The owners say they were told the property would remain vacant or be used for a school. Instead, a 180-unit apartment building was constructed there.

In a suit filed in Montgomery County Circuit Court, the homeowners asked for $3.8 million in punitive and compensatory damages. They contend that the values of their properties and "quality of their lives" have been lowered because of the apartment comstruction.

Joel Abramson, attorney for the Columbia-based Ryland Group, which is a major builder of medium-priced housing in the Washington area, would not comment on the charges.

The homeowners said that when they purchased their $55,000-to-$70,000 duplex homes in 1979 and 1980, they were told by Ryland sales representatives that an adjacent wooded area was school property and that there were no plans to develop it. If the land was used, they said they were told, it would be for a school. The buyers paid premiums of $500 to $1,000 for lots backing on the land.

But a year ago, shortly after the last house in the subdivision was sold, "bulldozers moved in the razed and the trees," and construction of a 160-unit apartment complex was begun by another company, said Matt Campbell, head of the homeowners' group.
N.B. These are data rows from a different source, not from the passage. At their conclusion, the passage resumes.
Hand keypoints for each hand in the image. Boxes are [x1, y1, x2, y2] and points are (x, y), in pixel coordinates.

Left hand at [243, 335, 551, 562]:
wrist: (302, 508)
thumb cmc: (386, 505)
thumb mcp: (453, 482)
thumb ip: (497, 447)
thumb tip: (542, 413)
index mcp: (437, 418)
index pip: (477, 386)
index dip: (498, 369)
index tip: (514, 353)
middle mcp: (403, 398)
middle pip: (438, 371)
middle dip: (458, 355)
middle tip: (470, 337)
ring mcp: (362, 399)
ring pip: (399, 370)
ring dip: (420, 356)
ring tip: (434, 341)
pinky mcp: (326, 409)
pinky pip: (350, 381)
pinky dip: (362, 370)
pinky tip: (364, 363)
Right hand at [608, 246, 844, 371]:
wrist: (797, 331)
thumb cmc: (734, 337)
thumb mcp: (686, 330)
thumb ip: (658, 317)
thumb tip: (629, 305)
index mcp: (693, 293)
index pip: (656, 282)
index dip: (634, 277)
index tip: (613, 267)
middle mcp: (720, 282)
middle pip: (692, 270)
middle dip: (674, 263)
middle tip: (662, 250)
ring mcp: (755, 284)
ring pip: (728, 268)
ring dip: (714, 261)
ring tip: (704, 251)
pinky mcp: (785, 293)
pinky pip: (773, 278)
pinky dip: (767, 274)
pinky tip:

During the year, the owners negotiated unsuccessfully with Ryland for compensation for their claims, said their lawyer, Fred Joseph.
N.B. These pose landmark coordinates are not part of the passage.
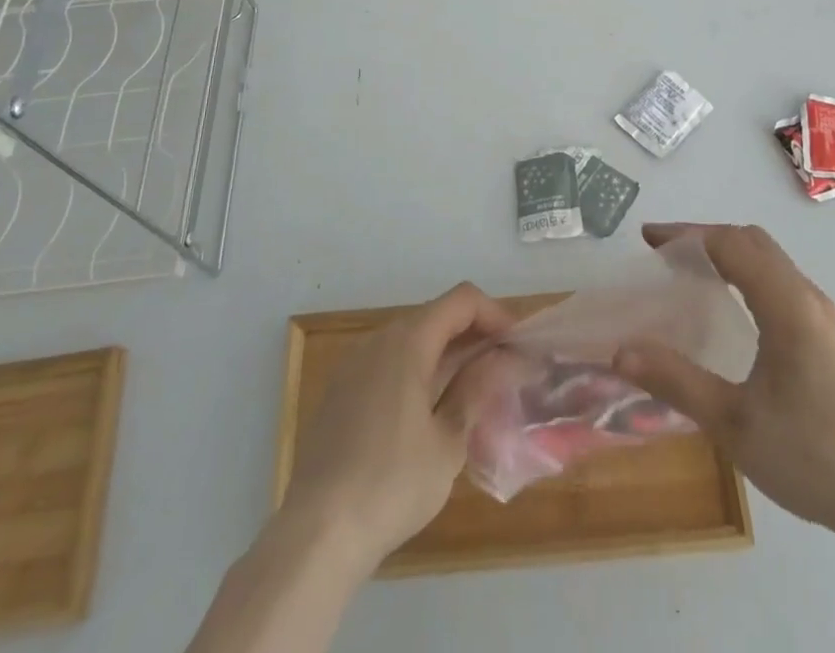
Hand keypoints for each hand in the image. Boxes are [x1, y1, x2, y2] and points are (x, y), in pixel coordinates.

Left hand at [280, 282, 515, 570]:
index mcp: (408, 341)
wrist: (316, 533)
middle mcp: (379, 339)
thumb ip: (477, 391)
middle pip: (436, 316)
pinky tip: (428, 411)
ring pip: (411, 340)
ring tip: (472, 390)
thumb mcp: (448, 443)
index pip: (462, 300)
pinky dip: (417, 371)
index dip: (495, 314)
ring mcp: (354, 364)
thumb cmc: (391, 484)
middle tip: (502, 369)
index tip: (518, 345)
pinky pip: (388, 363)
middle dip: (473, 335)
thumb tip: (502, 360)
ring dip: (445, 354)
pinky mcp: (340, 391)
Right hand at [614, 223, 834, 546]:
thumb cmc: (813, 458)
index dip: (686, 235)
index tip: (648, 240)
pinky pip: (783, 281)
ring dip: (729, 254)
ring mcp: (826, 316)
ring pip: (771, 260)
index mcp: (788, 305)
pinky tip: (733, 309)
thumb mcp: (734, 425)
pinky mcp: (833, 337)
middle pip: (752, 241)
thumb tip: (619, 351)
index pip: (731, 244)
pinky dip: (748, 274)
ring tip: (690, 275)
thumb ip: (676, 381)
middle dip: (705, 237)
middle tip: (664, 255)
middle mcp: (809, 297)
The homeowners allege that the Ryland Group knew the wooded property did not belong to the school and also knew that it had been designated for an apartment complex. The homeowners said they repeatedly inquired about the status of the land before buying their homes and were always told that there were no plans for development.
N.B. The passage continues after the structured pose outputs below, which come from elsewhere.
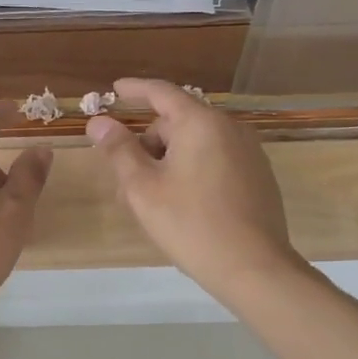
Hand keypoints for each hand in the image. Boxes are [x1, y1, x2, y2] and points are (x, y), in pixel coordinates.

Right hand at [86, 79, 300, 303]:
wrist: (254, 269)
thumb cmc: (191, 224)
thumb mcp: (143, 188)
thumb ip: (119, 150)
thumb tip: (99, 122)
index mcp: (201, 123)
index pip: (161, 92)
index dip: (134, 89)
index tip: (114, 90)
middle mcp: (229, 128)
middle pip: (177, 122)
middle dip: (148, 144)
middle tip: (125, 181)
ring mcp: (248, 152)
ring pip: (195, 144)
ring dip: (167, 161)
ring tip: (150, 200)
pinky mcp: (258, 176)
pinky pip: (215, 160)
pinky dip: (192, 170)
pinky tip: (182, 205)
Some of the buyers said they went to the Frederick County zoning office to check on the status of the land, but they were told the papers pertaining to it were not available. Joseph said he will attempt to find out why the records were not available during the course of the suit.

As a result of the apartment construction, there is "congestion, noise and lack of privacy" in the neighborhood and crowding in the local elementary school, Campbell said.

The suit also asks Ryland to plant a screen of trees between the homes and the apartments. Some of the three-story apartment buildings are only a few feet from the back yard property lines of the houses.